ACTIVITY
Nothing more is wanted than an exact repeat of the data below.
-*-
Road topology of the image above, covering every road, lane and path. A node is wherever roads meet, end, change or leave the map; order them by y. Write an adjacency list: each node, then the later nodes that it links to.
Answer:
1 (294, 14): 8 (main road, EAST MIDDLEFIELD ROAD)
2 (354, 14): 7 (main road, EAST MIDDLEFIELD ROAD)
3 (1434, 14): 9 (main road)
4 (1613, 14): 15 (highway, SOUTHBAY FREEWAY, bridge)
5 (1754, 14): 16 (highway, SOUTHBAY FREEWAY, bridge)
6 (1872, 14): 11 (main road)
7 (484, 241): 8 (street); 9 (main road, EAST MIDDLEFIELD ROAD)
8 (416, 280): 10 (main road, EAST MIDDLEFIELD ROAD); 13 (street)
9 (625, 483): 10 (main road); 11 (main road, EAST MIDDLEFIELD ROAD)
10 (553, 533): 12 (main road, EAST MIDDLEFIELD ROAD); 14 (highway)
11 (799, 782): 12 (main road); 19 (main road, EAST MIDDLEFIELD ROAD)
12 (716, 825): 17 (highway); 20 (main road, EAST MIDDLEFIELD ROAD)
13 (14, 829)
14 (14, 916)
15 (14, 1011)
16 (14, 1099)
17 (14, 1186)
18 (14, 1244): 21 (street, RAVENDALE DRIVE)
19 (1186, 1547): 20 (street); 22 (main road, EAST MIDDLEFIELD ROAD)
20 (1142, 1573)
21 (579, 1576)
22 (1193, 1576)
-*-
ANSWER TO THIS EXERCISE
Road topology of the image above, covering every road, lane and path. A node is wherever roads meet, end, change or leave the map; order them by y. Write an adjacency list: each node, then the later nodes that it links to.
Answer:
1 (294, 14): 8 (main road, EAST MIDDLEFIELD ROAD)
2 (354, 14): 7 (main road, EAST MIDDLEFIELD ROAD)
3 (1434, 14): 9 (main road)
4 (1613, 14): 15 (highway, SOUTHBAY FREEWAY, bridge)
5 (1754, 14): 16 (highway, SOUTHBAY FREEWAY, bridge)
6 (1872, 14): 11 (main road)
7 (484, 241): 8 (street); 9 (main road, EAST MIDDLEFIELD ROAD)
8 (416, 280): 10 (main road, EAST MIDDLEFIELD ROAD); 13 (street)
9 (625, 483): 10 (main road); 11 (main road, EAST MIDDLEFIELD ROAD)
10 (553, 533): 12 (main road, EAST MIDDLEFIELD ROAD); 14 (highway)
11 (799, 782): 12 (main road); 19 (main road, EAST MIDDLEFIELD ROAD)
12 (716, 825): 17 (highway); 20 (main road, EAST MIDDLEFIELD ROAD)
13 (14, 829)
14 (14, 916)
15 (14, 1011)
16 (14, 1099)
17 (14, 1186)
18 (14, 1244): 21 (street, RAVENDALE DRIVE)
19 (1186, 1547): 20 (street); 22 (main road, EAST MIDDLEFIELD ROAD)
20 (1142, 1573)
21 (579, 1576)
22 (1193, 1576)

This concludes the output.